Rachel Reeves’s Autumn Budget was overshadowed at the outset when the Office for Budget Responsibility accidentally published it two hours early.
The OBR apologised for the ‘technical error’, promised an inquiry and said it wouldn’t happen again.
When the Chancellor took to the despatch box, it was amid calls of “shambles” from the opposition benches – and she was quick to distance herself from the gaffe.
Reeves had vowed to take “fair and necessary choices” on the economy in today’s statement to the House of Commons, having acknowledged public anger and frustration at “unfairness in our economy” in an earlier video.
Conservative leader Kemi Badenoch accused her of introducing a “smorgasbord of misery” – focused on tax rises – as Labour U-turned on a reported plan to increase income tax following a public backlash.
A steely-eyed Reeves was clear on the need to fill a black hole in the public finances, accusing the previous Tory governments of plunging the country into £2.6 trillion of debt – 83% of GDP – and insisting this must be paid down.
The OBR said that the Budget will raise taxes by £26 billion by 2029-30, with income tax thresholds to be frozen for three years from 2028. The proportion of tax to GDP will hit an all-time high of 38% in 2030-31.

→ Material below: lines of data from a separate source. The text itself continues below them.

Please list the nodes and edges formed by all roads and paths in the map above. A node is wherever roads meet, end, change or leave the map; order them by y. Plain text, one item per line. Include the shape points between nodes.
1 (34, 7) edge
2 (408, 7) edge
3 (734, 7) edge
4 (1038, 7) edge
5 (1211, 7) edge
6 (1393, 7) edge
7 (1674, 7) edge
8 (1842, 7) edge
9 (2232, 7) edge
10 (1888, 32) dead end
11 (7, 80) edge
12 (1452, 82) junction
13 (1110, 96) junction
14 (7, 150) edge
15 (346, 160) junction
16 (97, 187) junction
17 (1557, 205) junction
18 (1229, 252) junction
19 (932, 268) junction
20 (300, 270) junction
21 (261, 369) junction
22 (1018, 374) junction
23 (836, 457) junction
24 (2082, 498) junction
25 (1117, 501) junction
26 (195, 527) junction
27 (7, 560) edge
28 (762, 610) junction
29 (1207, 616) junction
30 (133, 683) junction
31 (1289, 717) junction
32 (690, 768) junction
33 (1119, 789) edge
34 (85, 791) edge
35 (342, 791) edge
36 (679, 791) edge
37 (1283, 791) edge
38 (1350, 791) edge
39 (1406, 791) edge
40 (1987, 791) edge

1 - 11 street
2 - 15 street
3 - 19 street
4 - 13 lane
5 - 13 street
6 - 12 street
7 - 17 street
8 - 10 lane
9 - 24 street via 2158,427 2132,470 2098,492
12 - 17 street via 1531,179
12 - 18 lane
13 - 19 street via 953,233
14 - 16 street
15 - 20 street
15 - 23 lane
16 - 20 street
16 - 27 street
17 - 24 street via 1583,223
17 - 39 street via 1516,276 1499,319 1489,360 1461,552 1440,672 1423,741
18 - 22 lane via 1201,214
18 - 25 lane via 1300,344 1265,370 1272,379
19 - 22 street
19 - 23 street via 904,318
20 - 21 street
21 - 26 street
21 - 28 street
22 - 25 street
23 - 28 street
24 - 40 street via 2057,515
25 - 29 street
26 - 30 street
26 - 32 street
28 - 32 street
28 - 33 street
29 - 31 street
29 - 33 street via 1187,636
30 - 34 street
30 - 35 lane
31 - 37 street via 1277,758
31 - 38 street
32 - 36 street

It said that around three-quarters of the planned reduction in borrowing over the next five years now comes from tax increases. It cut its medium-term productivity growth forecast to 1% from 1.3%.
“A significant rebound from recent negative shocks has not materialised,” the OBR said.
Reeves also scrapped the two-child benefit cap introduced by the Tories, a move which she said would take hundreds of thousands of children out of poverty in one fell swoop.
Badenoch’s view was that the Budget could be summed up in one sentence: “Labour are hiking taxes to pay for welfare.”
She added: “This is a Budget for Benefits Street paid for by working people.”
What did the UK business and tech sectors make of the Chancellor’s statement?
R&D and AI investment
Investment for artificial intelligence was promised – “building that great industry here in Britain”, as Reeves put it – with AI Growth Zones in Wales cited by the Chancellor.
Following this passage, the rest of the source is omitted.